* TASK BRIEF:
In the data that follows, count each line holding the string "Vincennes"; answer with the number only.
=== SOURCE RECORDS ===
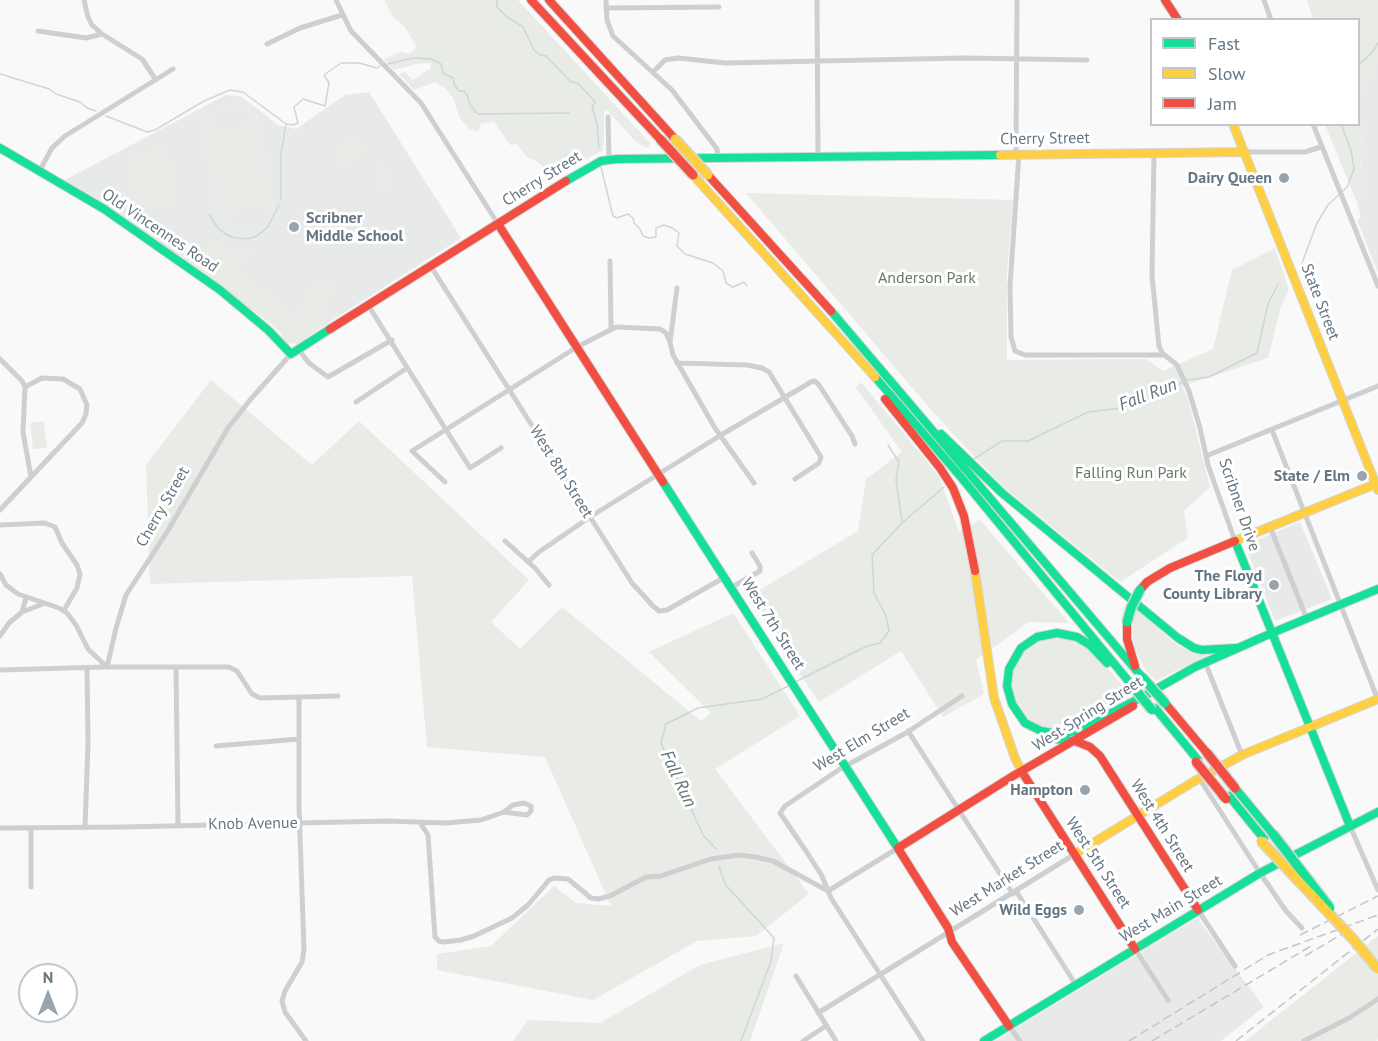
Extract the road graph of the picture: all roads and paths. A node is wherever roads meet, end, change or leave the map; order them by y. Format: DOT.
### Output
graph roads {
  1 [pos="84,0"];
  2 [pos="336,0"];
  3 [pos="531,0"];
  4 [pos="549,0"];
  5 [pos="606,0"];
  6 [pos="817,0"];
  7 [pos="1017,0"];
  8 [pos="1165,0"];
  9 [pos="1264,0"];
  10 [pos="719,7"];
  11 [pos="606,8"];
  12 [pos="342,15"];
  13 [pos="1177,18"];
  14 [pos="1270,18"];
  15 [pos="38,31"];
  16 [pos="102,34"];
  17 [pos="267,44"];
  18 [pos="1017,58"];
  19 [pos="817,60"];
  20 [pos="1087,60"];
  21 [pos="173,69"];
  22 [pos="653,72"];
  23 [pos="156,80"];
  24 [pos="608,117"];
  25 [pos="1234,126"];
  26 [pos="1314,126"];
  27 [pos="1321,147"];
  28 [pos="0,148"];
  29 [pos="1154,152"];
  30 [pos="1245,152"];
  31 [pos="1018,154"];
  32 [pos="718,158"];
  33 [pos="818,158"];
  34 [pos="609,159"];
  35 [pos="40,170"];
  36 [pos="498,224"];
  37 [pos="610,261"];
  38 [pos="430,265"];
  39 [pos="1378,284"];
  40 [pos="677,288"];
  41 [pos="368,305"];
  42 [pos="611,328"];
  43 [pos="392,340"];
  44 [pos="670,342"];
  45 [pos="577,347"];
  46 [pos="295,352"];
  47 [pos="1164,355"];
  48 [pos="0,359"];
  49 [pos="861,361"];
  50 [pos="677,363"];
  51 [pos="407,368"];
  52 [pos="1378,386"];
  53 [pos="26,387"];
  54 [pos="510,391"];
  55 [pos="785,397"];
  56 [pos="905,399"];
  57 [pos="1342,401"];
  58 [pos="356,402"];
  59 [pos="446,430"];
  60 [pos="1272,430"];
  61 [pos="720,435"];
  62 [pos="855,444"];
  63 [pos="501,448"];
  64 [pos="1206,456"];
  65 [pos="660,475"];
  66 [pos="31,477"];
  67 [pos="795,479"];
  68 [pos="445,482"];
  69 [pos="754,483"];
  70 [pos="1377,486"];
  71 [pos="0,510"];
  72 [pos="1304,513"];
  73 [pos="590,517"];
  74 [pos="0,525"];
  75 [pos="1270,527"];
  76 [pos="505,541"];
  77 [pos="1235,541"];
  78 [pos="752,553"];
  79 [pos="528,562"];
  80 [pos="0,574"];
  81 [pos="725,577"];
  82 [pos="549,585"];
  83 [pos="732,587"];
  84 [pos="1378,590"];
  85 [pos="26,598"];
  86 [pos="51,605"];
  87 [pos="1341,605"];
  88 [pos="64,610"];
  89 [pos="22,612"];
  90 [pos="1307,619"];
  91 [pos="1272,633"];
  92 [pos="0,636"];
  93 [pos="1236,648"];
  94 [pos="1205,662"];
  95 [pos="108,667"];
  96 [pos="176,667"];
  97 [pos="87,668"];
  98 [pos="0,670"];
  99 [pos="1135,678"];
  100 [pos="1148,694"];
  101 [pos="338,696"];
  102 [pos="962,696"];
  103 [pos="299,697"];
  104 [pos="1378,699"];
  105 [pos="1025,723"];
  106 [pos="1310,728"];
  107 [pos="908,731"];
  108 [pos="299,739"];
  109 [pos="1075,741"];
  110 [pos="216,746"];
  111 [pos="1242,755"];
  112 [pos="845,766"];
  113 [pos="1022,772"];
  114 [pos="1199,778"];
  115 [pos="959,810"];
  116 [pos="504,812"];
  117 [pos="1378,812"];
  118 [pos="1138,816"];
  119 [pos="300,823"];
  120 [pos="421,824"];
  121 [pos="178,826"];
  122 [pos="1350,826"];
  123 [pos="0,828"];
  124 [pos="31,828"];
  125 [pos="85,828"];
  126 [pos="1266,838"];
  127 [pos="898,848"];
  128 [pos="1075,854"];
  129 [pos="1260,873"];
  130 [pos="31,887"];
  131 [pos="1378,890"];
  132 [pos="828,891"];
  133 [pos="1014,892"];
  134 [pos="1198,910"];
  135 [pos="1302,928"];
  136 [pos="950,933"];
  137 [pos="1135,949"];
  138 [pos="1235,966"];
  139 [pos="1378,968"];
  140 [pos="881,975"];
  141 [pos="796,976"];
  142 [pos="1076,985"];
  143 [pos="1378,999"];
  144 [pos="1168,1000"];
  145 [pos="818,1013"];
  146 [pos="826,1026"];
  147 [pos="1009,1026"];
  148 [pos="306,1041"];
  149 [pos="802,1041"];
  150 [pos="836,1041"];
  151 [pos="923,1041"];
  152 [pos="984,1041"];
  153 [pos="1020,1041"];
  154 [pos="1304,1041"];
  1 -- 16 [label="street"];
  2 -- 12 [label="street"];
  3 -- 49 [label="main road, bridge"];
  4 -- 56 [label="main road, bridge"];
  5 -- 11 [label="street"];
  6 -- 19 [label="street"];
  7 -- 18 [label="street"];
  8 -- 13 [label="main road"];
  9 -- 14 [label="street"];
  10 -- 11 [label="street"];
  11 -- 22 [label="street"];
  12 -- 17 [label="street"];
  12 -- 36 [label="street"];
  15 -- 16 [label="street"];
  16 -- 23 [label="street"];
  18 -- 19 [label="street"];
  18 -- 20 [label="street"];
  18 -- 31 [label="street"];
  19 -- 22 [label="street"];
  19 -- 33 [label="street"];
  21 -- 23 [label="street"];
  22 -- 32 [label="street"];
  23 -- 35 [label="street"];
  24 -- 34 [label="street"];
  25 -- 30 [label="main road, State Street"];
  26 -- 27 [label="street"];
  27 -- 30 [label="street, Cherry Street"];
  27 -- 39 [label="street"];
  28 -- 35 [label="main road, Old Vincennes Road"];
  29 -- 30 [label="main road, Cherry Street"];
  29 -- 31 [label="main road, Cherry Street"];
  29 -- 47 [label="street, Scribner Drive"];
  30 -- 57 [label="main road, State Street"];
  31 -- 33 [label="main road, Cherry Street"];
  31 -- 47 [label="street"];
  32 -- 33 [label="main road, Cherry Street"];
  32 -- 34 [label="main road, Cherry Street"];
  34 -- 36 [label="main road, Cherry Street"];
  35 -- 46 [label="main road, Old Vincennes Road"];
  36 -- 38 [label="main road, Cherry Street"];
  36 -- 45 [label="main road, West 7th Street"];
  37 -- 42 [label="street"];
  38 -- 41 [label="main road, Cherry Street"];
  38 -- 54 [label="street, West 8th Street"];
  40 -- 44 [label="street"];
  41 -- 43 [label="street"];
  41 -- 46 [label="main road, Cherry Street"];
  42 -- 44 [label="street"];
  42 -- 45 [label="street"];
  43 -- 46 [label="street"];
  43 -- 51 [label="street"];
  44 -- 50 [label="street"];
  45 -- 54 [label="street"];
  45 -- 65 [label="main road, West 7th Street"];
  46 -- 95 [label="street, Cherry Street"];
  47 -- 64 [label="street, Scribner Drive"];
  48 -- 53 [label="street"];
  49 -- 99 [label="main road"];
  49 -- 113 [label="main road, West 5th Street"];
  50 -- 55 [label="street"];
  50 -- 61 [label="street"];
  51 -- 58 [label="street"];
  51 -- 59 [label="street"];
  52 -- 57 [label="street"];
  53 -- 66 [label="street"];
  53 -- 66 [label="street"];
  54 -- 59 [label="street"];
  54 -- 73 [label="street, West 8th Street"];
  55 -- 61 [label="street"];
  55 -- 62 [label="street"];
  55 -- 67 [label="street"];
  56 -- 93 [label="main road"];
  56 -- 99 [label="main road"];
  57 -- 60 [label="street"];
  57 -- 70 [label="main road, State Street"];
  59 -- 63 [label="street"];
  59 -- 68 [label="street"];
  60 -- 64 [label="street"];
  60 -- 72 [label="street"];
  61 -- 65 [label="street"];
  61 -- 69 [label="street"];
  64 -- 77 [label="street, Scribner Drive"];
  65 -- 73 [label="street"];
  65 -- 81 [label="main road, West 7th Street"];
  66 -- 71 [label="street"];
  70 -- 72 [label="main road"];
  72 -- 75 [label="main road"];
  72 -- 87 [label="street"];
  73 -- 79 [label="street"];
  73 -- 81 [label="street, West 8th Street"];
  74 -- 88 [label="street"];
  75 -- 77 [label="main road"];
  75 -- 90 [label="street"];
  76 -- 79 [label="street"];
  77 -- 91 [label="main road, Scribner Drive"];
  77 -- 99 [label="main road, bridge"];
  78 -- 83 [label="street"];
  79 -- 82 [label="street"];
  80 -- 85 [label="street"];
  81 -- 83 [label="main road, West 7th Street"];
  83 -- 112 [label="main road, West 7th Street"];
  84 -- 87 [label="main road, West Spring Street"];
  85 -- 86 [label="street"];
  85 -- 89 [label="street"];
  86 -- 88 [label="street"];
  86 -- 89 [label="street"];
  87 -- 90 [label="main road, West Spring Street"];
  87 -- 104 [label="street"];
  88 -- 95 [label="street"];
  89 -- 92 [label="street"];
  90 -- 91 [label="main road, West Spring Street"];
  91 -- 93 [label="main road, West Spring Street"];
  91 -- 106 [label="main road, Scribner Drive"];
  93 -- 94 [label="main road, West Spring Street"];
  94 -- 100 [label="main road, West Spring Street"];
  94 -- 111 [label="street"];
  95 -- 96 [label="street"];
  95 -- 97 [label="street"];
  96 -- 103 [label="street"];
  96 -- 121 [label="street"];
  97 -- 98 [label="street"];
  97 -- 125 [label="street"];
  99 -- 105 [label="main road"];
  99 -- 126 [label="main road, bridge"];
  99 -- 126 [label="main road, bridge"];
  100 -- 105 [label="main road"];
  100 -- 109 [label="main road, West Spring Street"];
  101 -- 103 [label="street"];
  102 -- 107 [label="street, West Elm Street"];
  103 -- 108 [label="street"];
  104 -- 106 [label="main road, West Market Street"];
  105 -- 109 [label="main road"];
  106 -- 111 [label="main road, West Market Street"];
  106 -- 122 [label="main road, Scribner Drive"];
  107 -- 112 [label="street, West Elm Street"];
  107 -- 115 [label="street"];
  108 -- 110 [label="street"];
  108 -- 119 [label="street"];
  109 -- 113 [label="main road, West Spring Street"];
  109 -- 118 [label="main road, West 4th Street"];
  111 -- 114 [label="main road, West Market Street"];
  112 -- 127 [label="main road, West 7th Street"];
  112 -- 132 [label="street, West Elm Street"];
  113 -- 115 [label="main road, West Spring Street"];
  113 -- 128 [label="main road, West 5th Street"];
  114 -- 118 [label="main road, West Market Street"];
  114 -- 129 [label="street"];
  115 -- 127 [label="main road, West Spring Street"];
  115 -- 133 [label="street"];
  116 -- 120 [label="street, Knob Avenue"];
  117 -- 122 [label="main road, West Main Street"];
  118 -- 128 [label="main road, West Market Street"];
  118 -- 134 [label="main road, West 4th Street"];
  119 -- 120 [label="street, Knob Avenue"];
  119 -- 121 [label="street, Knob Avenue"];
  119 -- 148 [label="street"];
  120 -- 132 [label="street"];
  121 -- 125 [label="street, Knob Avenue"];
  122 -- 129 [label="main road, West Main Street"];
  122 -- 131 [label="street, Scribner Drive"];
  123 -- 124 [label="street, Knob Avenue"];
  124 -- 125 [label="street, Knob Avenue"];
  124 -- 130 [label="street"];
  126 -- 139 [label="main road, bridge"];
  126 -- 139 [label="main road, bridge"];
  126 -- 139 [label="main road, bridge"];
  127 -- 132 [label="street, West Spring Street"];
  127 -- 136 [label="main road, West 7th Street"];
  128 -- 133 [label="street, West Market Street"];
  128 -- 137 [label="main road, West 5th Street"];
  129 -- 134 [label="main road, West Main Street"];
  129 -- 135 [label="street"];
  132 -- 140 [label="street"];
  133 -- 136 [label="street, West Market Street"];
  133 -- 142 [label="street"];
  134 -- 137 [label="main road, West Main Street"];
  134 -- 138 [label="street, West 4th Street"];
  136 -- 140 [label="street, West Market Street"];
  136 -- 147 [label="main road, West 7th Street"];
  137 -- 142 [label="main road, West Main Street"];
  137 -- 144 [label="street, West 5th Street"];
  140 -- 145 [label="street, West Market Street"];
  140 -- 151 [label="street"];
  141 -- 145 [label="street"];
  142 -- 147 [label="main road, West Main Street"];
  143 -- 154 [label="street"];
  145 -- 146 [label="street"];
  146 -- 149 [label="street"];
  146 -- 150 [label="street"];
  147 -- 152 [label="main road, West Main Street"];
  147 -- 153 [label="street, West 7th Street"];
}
===
* TASK OUTPUT:
2